Thursday, July 9, 2009

Book #41: Bridget Jones' Diary by Helen Fielding

Bridget Jones has issues. She thinks she's overweight at 130 lbs. She obsesses about every single thing she does, wondering what Cosmo would say. She drinks too much, smokes too much, hates her job and and has bad luck with men. Most of these issues would easily go away if she just stopped reading fashion magazines, collecting self-help books that constantly contradict themselves and most importantly, stop listening to her clueless friends.

And still I can't help but love her a little. Bear with me. I know that I shouldn't like this book. I know that Bridget is insane and this book gave rise to a thousand other confessional diary-type imitators and that Chick Lit should be derided and ignored. But you know what? This book grew on me, and it was so damn funny and lighthearted that I just ended up loving the hell out of it. And it's because Bridget is so damn likable and could easily be someone I know, and even sometimes, myself. Bridget has moments of crippling insecurity, where, because she's a little bit different and doesn't look out for every single thing she says she ends up looking like a weirdo. Bridget just wants to fit in and be a perfectly poised lady while not realizing that people like her because she is different. Particularly men. So to me, it seems that Fielding is setting her up as an example of what not to do. And it's great.

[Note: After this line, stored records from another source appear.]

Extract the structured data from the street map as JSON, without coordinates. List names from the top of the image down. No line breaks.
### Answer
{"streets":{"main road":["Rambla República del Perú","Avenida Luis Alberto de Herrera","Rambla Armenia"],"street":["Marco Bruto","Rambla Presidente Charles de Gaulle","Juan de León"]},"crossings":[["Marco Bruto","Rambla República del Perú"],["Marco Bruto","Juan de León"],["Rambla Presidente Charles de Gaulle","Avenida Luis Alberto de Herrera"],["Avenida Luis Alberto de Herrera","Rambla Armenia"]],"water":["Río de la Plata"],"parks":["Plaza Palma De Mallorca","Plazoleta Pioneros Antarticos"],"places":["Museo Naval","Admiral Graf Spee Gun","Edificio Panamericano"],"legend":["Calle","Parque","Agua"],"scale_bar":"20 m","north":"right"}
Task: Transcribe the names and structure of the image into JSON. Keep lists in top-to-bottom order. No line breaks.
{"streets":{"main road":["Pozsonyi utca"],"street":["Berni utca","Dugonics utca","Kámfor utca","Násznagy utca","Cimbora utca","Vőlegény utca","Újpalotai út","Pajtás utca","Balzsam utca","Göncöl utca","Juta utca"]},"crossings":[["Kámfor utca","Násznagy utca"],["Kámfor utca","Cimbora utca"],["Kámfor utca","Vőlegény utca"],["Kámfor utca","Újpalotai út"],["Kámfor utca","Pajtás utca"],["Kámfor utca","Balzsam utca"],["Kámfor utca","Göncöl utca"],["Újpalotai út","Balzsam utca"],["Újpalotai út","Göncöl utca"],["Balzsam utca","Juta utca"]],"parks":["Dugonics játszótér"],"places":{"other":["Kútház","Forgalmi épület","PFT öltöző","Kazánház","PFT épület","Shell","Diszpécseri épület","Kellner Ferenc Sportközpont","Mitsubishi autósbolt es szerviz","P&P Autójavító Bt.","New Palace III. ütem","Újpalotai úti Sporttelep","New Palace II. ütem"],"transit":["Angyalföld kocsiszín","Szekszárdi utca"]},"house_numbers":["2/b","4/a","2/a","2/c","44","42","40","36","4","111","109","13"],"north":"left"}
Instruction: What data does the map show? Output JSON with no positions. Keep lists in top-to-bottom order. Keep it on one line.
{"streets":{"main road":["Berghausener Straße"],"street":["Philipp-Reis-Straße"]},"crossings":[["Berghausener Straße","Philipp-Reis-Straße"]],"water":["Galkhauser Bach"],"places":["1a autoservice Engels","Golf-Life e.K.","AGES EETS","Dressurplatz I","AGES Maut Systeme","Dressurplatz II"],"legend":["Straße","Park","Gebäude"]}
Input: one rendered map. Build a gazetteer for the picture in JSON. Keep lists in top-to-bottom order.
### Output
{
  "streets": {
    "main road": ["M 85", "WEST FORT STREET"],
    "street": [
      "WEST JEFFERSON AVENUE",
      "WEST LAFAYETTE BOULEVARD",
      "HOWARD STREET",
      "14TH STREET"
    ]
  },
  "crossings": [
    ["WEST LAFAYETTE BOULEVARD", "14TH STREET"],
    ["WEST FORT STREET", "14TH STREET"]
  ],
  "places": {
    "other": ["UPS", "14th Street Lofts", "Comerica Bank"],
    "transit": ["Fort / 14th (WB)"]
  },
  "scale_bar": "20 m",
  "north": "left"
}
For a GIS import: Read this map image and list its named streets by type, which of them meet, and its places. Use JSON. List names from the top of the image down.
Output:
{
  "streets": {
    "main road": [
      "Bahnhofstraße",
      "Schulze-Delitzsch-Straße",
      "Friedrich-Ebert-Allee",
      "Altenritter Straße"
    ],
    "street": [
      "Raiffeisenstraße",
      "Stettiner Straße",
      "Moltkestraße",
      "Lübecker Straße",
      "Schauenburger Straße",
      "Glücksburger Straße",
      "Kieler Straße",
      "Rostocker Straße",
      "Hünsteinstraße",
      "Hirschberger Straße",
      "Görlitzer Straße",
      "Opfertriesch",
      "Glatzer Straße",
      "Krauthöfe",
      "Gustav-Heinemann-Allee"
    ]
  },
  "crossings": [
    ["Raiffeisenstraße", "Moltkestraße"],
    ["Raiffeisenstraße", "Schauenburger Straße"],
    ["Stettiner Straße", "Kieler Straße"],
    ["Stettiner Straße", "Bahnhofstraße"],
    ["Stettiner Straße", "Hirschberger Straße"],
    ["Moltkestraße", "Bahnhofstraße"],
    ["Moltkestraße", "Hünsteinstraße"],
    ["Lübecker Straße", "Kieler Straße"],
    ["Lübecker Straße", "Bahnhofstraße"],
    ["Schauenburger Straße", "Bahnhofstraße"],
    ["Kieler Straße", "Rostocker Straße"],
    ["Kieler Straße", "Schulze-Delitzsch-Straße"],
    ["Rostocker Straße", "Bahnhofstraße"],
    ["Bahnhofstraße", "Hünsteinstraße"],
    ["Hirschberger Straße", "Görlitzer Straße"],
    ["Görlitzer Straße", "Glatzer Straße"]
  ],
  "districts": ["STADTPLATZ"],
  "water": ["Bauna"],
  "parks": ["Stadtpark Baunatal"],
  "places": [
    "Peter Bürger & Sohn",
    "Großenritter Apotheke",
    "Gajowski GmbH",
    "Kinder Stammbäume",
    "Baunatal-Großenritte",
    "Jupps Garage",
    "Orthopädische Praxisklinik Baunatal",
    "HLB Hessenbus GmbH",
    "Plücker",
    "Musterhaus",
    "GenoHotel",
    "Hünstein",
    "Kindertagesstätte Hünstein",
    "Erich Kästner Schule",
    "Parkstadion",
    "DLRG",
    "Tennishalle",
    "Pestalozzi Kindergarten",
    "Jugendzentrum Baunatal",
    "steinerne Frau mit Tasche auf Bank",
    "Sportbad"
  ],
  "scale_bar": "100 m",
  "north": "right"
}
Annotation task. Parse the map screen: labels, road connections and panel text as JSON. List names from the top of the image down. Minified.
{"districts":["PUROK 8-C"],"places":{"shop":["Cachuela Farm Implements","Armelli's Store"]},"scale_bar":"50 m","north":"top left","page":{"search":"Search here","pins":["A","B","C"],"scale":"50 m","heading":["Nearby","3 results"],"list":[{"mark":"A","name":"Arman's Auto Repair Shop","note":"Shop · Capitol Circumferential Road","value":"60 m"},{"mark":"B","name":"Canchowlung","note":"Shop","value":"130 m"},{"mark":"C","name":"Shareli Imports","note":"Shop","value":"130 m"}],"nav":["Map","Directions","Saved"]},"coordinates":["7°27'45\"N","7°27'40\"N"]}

So the whole thing is a sort of modern retelling of Pride and Prejudice. Bridget meets Mark Darcy (*snort*) at a party given by her mother, and they dislike each other immediately. Bridget eventually starts having an affair with her boss, who used to know Darcy and fuels Bridget's dislike for him. And you probably know the rest of the story. Fielding cleverly inserts all these cute little Austen references, and the plot keeps moving along nicely, if predictably.

But it's really the character of Bridget that sells the book, and how well Fielding writes her. She's that clueless girl in high school who got drunk and never quite knew what she was talking about. There are some scenes, written by "drunk Bridget" that are just hilariously funny as the words start slurring and blending together. Bridget's mother is everyone's nightmare and she's just so perfectly insane that she steals every single scene she's in. I only wish Mark Darcy were better developed, but he's as much a mystery to us as he is to Bridget, and the rest of the characters more than make up for it.

I would almost say that this book is like "High Fidelity" for girls. A book on what NOT to do in relationships. I'm not saying it's nearly as good or insightful as Nick Hornby's book, or that this is what all women are like. Just that it's got that same brand of British humor and both main characters are both perfect examples of how to screw up your relationship.

And it's just really freakin' funny. It's silly and lighthearted and shouldn't be taken too seriously. Bridget's particular insecurities may not be something that we all relate to, but I think that we can all relate to her being insecure because she's a little bit different. And in the end, it's just a hell of a lot of fun to read.